* ENTRIES SHOWN *
--- START ---
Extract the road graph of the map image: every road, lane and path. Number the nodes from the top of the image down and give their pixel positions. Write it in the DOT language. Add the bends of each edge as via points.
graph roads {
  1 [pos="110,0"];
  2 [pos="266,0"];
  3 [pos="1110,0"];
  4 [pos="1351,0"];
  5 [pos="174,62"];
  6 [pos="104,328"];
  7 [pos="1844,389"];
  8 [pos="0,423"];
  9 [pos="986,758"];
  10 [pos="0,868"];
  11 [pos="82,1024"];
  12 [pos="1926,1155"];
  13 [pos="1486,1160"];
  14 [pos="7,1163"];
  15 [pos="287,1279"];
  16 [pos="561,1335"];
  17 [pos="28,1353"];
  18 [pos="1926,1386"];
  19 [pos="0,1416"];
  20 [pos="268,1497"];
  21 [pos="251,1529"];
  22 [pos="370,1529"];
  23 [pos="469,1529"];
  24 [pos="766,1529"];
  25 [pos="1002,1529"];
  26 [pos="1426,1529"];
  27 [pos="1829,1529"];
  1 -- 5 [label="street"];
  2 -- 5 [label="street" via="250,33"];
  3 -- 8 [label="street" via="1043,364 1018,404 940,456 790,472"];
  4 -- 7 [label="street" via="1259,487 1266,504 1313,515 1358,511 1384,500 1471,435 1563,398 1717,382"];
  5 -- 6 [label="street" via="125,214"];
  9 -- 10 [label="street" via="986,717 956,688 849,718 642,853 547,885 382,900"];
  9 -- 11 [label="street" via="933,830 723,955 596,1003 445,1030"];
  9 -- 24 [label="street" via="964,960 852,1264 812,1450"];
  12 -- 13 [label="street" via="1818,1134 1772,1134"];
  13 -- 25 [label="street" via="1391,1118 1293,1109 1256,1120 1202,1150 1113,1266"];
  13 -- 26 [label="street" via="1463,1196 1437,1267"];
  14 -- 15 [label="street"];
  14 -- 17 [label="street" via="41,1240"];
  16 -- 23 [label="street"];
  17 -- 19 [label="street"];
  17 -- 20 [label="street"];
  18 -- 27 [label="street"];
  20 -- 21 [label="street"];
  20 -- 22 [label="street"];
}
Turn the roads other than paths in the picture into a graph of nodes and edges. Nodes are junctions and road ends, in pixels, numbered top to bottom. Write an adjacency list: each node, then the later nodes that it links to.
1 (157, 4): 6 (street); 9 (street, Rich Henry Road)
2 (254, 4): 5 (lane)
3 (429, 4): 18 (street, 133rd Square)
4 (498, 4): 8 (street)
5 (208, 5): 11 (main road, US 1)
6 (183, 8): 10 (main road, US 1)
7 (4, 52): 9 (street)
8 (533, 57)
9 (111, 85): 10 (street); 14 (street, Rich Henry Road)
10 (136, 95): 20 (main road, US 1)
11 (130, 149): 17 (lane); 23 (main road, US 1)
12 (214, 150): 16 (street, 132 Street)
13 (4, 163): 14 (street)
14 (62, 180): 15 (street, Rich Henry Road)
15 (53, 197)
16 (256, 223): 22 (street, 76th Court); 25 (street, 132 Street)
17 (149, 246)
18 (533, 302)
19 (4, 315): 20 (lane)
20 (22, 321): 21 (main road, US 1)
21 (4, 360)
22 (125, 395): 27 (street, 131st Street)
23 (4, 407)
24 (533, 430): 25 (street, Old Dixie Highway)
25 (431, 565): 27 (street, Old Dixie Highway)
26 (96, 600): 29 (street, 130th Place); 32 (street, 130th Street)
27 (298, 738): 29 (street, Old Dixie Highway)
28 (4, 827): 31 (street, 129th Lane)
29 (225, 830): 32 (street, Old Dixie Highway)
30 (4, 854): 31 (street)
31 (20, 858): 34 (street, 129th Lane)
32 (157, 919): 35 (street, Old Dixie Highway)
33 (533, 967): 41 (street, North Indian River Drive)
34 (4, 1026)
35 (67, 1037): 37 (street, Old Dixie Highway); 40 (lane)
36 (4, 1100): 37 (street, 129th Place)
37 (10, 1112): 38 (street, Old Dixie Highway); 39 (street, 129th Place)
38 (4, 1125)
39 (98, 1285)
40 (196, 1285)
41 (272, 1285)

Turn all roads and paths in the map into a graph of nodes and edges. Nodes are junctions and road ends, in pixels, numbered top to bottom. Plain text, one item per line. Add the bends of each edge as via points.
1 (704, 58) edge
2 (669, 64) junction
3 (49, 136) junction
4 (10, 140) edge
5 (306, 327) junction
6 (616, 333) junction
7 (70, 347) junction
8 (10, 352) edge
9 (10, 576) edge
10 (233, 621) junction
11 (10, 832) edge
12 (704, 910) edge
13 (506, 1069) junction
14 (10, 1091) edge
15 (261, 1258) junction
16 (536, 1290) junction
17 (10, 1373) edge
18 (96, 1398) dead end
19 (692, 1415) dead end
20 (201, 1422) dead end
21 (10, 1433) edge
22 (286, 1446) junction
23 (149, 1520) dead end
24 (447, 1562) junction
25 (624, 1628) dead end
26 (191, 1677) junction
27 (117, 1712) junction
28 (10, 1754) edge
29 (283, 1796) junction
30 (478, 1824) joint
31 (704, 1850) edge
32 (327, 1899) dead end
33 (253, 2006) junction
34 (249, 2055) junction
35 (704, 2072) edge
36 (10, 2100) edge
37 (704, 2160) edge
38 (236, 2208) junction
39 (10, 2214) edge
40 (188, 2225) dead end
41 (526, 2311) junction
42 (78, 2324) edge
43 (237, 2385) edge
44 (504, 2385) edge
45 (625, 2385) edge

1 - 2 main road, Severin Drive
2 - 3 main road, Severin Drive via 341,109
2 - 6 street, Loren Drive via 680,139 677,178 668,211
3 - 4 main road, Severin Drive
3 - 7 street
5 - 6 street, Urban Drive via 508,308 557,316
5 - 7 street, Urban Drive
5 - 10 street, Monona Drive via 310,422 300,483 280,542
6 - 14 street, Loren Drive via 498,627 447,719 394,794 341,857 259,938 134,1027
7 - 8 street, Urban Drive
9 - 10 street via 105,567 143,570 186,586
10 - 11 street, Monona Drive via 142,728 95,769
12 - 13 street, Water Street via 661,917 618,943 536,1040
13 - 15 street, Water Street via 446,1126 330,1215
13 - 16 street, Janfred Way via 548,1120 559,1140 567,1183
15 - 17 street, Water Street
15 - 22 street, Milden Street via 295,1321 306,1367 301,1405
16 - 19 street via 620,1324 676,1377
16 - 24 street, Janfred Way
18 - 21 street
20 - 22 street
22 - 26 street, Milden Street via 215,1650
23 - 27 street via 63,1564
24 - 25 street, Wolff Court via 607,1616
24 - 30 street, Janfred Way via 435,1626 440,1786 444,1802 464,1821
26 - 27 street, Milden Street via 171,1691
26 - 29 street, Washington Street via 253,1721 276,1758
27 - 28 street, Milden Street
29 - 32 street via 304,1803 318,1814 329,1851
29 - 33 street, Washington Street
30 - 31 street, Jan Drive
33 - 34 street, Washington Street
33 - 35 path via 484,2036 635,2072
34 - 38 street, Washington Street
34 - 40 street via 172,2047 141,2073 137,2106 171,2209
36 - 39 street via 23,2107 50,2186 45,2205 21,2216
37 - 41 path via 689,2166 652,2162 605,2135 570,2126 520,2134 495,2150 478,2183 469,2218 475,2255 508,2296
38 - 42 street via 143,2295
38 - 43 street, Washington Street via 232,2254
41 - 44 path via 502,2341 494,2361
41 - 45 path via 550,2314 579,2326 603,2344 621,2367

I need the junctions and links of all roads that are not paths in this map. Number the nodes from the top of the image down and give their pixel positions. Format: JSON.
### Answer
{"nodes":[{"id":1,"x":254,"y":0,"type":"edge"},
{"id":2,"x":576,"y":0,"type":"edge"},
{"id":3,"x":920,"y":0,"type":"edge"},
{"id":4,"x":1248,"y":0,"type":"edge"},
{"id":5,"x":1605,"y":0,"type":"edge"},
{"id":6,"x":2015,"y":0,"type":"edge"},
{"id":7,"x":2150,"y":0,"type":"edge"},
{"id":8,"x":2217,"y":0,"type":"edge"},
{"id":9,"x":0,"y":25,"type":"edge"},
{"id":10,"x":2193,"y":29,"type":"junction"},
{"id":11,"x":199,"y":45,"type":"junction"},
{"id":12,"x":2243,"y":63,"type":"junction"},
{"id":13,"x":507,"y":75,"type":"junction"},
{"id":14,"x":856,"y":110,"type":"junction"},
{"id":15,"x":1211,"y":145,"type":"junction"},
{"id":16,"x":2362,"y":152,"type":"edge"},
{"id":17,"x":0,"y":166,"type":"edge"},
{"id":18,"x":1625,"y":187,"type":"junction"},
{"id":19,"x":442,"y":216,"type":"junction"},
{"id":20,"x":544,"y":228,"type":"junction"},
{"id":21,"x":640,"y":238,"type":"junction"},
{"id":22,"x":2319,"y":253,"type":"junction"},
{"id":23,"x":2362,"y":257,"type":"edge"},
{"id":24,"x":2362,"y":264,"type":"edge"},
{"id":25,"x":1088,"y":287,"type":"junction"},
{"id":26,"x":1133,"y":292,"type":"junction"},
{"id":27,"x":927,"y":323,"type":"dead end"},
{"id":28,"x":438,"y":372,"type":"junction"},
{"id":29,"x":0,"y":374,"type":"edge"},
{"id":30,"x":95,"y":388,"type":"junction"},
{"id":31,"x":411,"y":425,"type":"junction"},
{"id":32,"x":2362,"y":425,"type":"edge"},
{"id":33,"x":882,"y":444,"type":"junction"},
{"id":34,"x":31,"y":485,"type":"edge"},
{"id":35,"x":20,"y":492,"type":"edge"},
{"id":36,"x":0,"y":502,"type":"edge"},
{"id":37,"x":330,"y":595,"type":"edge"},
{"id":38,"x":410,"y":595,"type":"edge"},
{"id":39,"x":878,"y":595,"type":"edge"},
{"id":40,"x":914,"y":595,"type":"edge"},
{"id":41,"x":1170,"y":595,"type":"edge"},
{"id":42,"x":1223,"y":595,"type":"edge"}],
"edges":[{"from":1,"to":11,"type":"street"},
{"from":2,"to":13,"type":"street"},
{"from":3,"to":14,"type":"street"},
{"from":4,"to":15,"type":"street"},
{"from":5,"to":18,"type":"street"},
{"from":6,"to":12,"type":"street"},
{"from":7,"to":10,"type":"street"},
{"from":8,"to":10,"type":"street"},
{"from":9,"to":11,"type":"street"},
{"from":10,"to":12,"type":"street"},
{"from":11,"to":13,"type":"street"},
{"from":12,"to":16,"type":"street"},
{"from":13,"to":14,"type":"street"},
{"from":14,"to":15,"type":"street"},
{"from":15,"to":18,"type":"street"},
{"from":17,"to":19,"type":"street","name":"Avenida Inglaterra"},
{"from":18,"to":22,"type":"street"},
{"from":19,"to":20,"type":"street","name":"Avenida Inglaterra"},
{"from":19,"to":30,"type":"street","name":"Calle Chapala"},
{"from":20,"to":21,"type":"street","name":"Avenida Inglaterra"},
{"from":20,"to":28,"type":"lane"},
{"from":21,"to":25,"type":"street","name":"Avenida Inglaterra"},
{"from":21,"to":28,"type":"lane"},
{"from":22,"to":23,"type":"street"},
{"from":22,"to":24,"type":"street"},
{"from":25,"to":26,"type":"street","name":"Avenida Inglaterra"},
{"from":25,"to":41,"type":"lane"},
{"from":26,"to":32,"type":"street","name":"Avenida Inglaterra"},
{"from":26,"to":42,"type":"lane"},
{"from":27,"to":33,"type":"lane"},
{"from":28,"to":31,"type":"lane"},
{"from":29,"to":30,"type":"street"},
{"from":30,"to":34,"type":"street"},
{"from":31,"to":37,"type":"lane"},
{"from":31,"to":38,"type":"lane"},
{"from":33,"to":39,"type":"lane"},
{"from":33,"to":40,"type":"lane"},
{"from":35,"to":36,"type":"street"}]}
--- END ---
* BRIEF *
Show the lines above that have the word "image".

* ANSWER TO THE PROBLEM *
Extract the road graph of the map image: every road, lane and path. Number the nodes from the top of the image down and give their pixel positions. Write it in the DOT language. Add the bends of each edge as via points.
I need the junctions and links of all roads that are not paths in this map. Number the nodes from the top of the image down and give their pixel positions. Format: JSON.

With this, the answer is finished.